* [DESCRIPTION OF THE TASK] A word-for-word copy of the records below is required.

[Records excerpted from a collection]
---------------

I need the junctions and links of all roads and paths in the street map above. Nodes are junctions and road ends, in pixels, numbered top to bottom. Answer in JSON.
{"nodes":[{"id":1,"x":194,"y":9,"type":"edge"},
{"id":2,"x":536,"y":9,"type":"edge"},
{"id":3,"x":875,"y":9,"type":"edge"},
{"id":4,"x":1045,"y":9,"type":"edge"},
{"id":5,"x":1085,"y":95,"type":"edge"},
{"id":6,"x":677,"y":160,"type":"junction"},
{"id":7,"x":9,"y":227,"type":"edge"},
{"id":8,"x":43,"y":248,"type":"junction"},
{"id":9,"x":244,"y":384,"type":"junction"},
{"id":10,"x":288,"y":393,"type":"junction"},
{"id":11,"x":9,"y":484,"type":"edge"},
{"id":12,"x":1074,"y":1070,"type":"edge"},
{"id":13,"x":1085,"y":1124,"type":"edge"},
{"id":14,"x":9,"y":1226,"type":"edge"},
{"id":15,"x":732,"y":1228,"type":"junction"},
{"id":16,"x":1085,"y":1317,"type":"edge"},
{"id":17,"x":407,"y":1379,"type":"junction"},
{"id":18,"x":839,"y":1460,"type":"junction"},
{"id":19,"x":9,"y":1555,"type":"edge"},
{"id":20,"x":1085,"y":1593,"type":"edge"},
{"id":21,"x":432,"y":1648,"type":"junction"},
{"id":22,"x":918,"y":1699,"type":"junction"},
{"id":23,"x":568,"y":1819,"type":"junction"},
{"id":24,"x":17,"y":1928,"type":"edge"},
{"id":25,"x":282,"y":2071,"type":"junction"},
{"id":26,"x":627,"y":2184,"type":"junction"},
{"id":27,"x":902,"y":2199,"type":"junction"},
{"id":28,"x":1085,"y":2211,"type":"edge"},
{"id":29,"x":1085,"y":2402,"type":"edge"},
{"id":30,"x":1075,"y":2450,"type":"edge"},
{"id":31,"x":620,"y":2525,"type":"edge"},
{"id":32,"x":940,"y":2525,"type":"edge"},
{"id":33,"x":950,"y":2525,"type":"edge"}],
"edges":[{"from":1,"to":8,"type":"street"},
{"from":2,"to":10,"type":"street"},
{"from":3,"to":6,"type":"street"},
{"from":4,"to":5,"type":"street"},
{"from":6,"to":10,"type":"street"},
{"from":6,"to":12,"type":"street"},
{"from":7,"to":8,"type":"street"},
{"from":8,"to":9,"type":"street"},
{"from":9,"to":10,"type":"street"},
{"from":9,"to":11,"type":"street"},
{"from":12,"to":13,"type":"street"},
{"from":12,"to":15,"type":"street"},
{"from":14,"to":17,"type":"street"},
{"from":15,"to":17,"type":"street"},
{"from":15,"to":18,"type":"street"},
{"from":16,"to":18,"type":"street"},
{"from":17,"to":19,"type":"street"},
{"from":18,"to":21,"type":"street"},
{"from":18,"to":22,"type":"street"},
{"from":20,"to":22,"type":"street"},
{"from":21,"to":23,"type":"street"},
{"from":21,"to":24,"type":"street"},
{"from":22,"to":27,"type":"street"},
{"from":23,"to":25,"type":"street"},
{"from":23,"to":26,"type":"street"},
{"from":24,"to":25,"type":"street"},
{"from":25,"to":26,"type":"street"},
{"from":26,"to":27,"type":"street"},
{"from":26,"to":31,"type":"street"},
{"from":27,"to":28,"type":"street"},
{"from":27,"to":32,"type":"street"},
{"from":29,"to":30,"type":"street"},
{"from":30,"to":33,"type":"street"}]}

---------------

* [RESULT OF THIS TASK]
I need the junctions and links of all roads and paths in the street map above. Nodes are junctions and road ends, in pixels, numbered top to bottom. Answer in JSON.
{"nodes":[{"id":1,"x":194,"y":9,"type":"edge"},
{"id":2,"x":536,"y":9,"type":"edge"},
{"id":3,"x":875,"y":9,"type":"edge"},
{"id":4,"x":1045,"y":9,"type":"edge"},
{"id":5,"x":1085,"y":95,"type":"edge"},
{"id":6,"x":677,"y":160,"type":"junction"},
{"id":7,"x":9,"y":227,"type":"edge"},
{"id":8,"x":43,"y":248,"type":"junction"},
{"id":9,"x":244,"y":384,"type":"junction"},
{"id":10,"x":288,"y":393,"type":"junction"},
{"id":11,"x":9,"y":484,"type":"edge"},
{"id":12,"x":1074,"y":1070,"type":"edge"},
{"id":13,"x":1085,"y":1124,"type":"edge"},
{"id":14,"x":9,"y":1226,"type":"edge"},
{"id":15,"x":732,"y":1228,"type":"junction"},
{"id":16,"x":1085,"y":1317,"type":"edge"},
{"id":17,"x":407,"y":1379,"type":"junction"},
{"id":18,"x":839,"y":1460,"type":"junction"},
{"id":19,"x":9,"y":1555,"type":"edge"},
{"id":20,"x":1085,"y":1593,"type":"edge"},
{"id":21,"x":432,"y":1648,"type":"junction"},
{"id":22,"x":918,"y":1699,"type":"junction"},
{"id":23,"x":568,"y":1819,"type":"junction"},
{"id":24,"x":17,"y":1928,"type":"edge"},
{"id":25,"x":282,"y":2071,"type":"junction"},
{"id":26,"x":627,"y":2184,"type":"junction"},
{"id":27,"x":902,"y":2199,"type":"junction"},
{"id":28,"x":1085,"y":2211,"type":"edge"},
{"id":29,"x":1085,"y":2402,"type":"edge"},
{"id":30,"x":1075,"y":2450,"type":"edge"},
{"id":31,"x":620,"y":2525,"type":"edge"},
{"id":32,"x":940,"y":2525,"type":"edge"},
{"id":33,"x":950,"y":2525,"type":"edge"}],
"edges":[{"from":1,"to":8,"type":"street"},
{"from":2,"to":10,"type":"street"},
{"from":3,"to":6,"type":"street"},
{"from":4,"to":5,"type":"street"},
{"from":6,"to":10,"type":"street"},
{"from":6,"to":12,"type":"street"},
{"from":7,"to":8,"type":"street"},
{"from":8,"to":9,"type":"street"},
{"from":9,"to":10,"type":"street"},
{"from":9,"to":11,"type":"street"},
{"from":12,"to":13,"type":"street"},
{"from":12,"to":15,"type":"street"},
{"from":14,"to":17,"type":"street"},
{"from":15,"to":17,"type":"street"},
{"from":15,"to":18,"type":"street"},
{"from":16,"to":18,"type":"street"},
{"from":17,"to":19,"type":"street"},
{"from":18,"to":21,"type":"street"},
{"from":18,"to":22,"type":"street"},
{"from":20,"to":22,"type":"street"},
{"from":21,"to":23,"type":"street"},
{"from":21,"to":24,"type":"street"},
{"from":22,"to":27,"type":"street"},
{"from":23,"to":25,"type":"street"},
{"from":23,"to":26,"type":"street"},
{"from":24,"to":25,"type":"street"},
{"from":25,"to":26,"type":"street"},
{"from":26,"to":27,"type":"street"},
{"from":26,"to":31,"type":"street"},
{"from":27,"to":28,"type":"street"},
{"from":27,"to":32,"type":"street"},
{"from":29,"to":30,"type":"street"},
{"from":30,"to":33,"type":"street"}]}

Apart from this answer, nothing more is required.